◆ **TASK TO CARRY OUT**
Extract from the entries below, exactly as given, only the lines from the line containing "middle mcp: (806, 867)" to the line containing "middle tip: (985, 724)", both lines included.

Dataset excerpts
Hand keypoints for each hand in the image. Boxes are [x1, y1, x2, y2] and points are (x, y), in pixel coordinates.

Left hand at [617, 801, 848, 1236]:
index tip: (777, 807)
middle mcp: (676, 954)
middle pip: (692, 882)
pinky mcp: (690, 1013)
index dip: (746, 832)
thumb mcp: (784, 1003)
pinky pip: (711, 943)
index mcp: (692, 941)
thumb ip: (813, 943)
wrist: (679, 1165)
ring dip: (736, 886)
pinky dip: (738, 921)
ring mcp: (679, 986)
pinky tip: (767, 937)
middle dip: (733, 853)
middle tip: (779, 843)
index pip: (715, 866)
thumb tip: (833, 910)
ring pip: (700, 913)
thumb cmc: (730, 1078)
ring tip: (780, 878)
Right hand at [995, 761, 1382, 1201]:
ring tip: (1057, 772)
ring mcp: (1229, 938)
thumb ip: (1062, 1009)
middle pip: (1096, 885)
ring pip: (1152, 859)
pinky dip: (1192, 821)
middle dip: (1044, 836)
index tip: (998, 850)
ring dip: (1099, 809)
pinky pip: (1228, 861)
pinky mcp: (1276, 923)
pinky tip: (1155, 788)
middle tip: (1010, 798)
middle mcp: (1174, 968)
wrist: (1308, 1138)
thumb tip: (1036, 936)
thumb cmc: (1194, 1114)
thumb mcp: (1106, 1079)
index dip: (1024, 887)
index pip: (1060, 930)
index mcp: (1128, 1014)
* * *
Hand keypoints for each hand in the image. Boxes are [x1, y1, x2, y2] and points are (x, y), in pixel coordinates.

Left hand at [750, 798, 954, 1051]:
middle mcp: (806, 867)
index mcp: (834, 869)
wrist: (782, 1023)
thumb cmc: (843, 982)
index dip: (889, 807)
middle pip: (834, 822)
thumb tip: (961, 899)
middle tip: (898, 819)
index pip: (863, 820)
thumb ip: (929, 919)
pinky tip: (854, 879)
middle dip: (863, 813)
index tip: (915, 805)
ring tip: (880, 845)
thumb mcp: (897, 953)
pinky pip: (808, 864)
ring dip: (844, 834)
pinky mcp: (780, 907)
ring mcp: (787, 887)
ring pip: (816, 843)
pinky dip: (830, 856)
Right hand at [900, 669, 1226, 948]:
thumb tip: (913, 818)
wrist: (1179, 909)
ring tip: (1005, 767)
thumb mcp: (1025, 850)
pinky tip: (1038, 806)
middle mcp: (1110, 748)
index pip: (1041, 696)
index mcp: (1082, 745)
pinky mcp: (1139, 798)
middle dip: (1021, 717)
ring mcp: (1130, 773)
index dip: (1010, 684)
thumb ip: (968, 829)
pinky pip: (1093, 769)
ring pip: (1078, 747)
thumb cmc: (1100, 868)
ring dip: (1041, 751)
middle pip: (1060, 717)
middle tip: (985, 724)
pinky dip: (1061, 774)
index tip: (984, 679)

◆ **RESULT OF THIS TASK**
middle mcp: (806, 867)
index mcp: (834, 869)
wrist: (782, 1023)
thumb cmc: (843, 982)
index dip: (889, 807)
middle pip: (834, 822)
thumb tip: (961, 899)
middle tip: (898, 819)
index pip: (863, 820)
thumb ip: (929, 919)
pinky tip: (854, 879)
middle dip: (863, 813)
index tip: (915, 805)
ring tip: (880, 845)
thumb mcp: (897, 953)
pinky pip: (808, 864)
ring dip: (844, 834)
pinky mcp: (780, 907)
ring mcp: (787, 887)
ring pip: (816, 843)
pinky dip: (830, 856)
Right hand at [900, 669, 1226, 948]:
thumb tip: (913, 818)
wrist: (1179, 909)
ring tip: (1005, 767)
thumb mcp: (1025, 850)
pinky tip: (1038, 806)
middle mcp: (1110, 748)
index pip: (1041, 696)
index mcp: (1082, 745)
pinky mcp: (1139, 798)
middle dip: (1021, 717)
ring mcp: (1130, 773)
index dip: (1010, 684)
thumb ip: (968, 829)
pinky pip: (1093, 769)
ring pip: (1078, 747)
thumb cmc: (1100, 868)
ring dip: (1041, 751)
middle pip: (1060, 717)
middle tip: (985, 724)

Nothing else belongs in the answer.